十一話 備えと報せ
ザリャン氏族の支配から解放され、オルベラ氏族の手に戻された都市ソハエムスでは、イルムが軍事行政に手を入れていた。
統治の面では、クムバトら元オルベラ氏族残党が再建しているものの、軍事に関してはナリカラ総督であるイルムが掌握することとなったのだ。
「募兵してみたけど、志願が予想より多いなぁ。それだけザリャン氏族に対して思うところがあるのか、連中に略奪された分の財を従軍で稼ぎたいのか……両方かな? 逞しいね」
兵数においては、イルムの想定以上が集まりつつある。が、問題は質の向上だった。
「長槍、投石杖だけじゃなく弓手が欲しい。騎兵が期待出来ない分、射手で補いたいなぁ。でも調練に時間が……」
弓は長距離から攻撃出来るのが大きな利点だが、弓に限らず射出武器は使いこなせるようになるまで、時間が掛かってしまうのが難点である。

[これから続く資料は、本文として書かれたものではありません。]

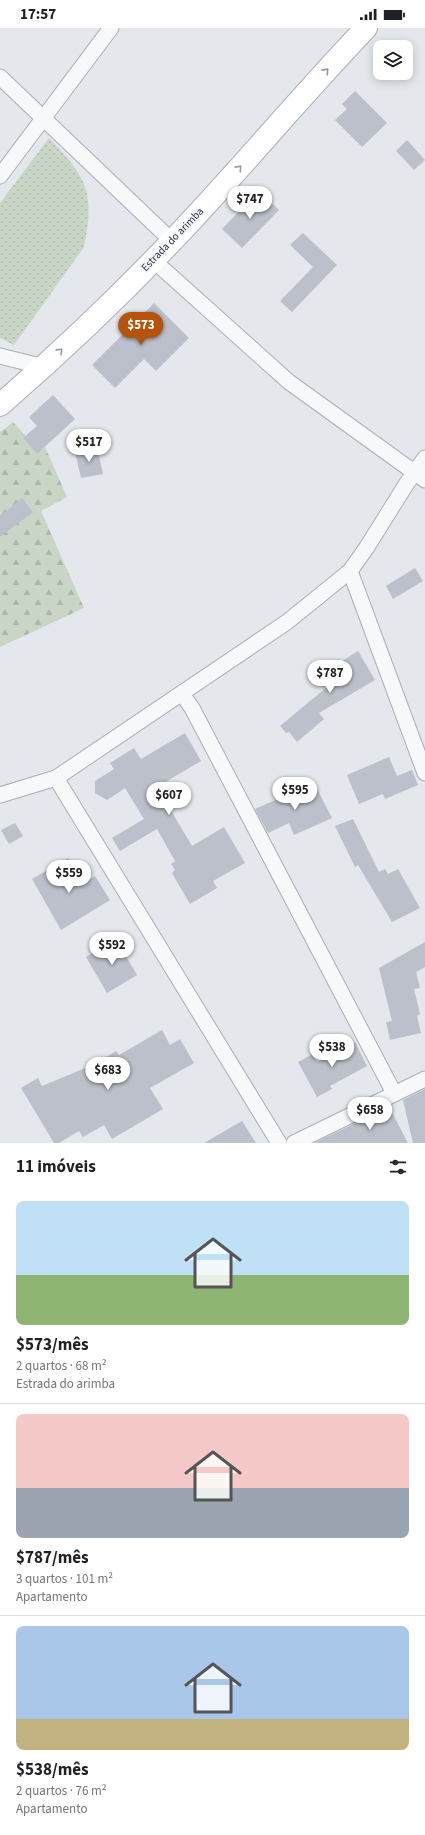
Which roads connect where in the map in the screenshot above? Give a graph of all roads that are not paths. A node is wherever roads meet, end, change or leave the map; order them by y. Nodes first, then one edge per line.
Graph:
1 (111, 28) edge
2 (366, 28) edge
3 (0, 77) edge
4 (44, 119) junction
5 (0, 176) edge
6 (172, 241) junction
7 (153, 260) junction
8 (0, 356) edge
9 (44, 367) junction
10 (0, 405) edge
11 (425, 458) edge
12 (419, 476) edge
13 (350, 571) junction
14 (182, 694) junction
15 (425, 773) edge
16 (56, 778) junction
17 (0, 795) edge
18 (425, 1079) edge
19 (394, 1093) junction
20 (279, 1143) edge
21 (294, 1143) edge

1 - 4 street
6 -> 2 main road, Estrada do arimba
3 - 4 street
4 - 5 street
4 - 6 street
6 - 7 main road, Estrada do arimba
9 -> 7 main road, Estrada do arimba
7 - 12 street
8 - 9 street
9 - 10 main road, Estrada do arimba
11 - 12 street
12 - 13 street
13 - 14 street
13 - 15 street
14 - 16 street
14 - 19 street
16 - 17 street
16 - 20 street
18 - 19 street
19 - 21 street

先の戦いで投石紐ではなく、大きめの石も飛ばせる一方で、射程や威力が劣る投石杖を使わせていたのも、振り下ろすだけで石を飛ばせる投石杖に対し、投石紐は実戦で使えるようになるには、弓と同等かそれ以上の修練が必要になるからだ。
また投石紐に高い威力を求めるなら、専用に加工した石を用意しなければならず、矢と同様に兵站に負荷が掛かるのも問題だった。
早急な戦力拡大を望むイルムは頭を悩ませる。
「うーん、募った兵は槍兵にして、弓兵はソハエムスやオルベラ支族から心得のある者を掻き集めようか」
とりあえず、募兵や弓兵についての結論を出したイルムは、木造二階建ての領主館――つまり元々はクムバトの屋敷――から出ると、館から離れた場所にある兵舎へ向かう。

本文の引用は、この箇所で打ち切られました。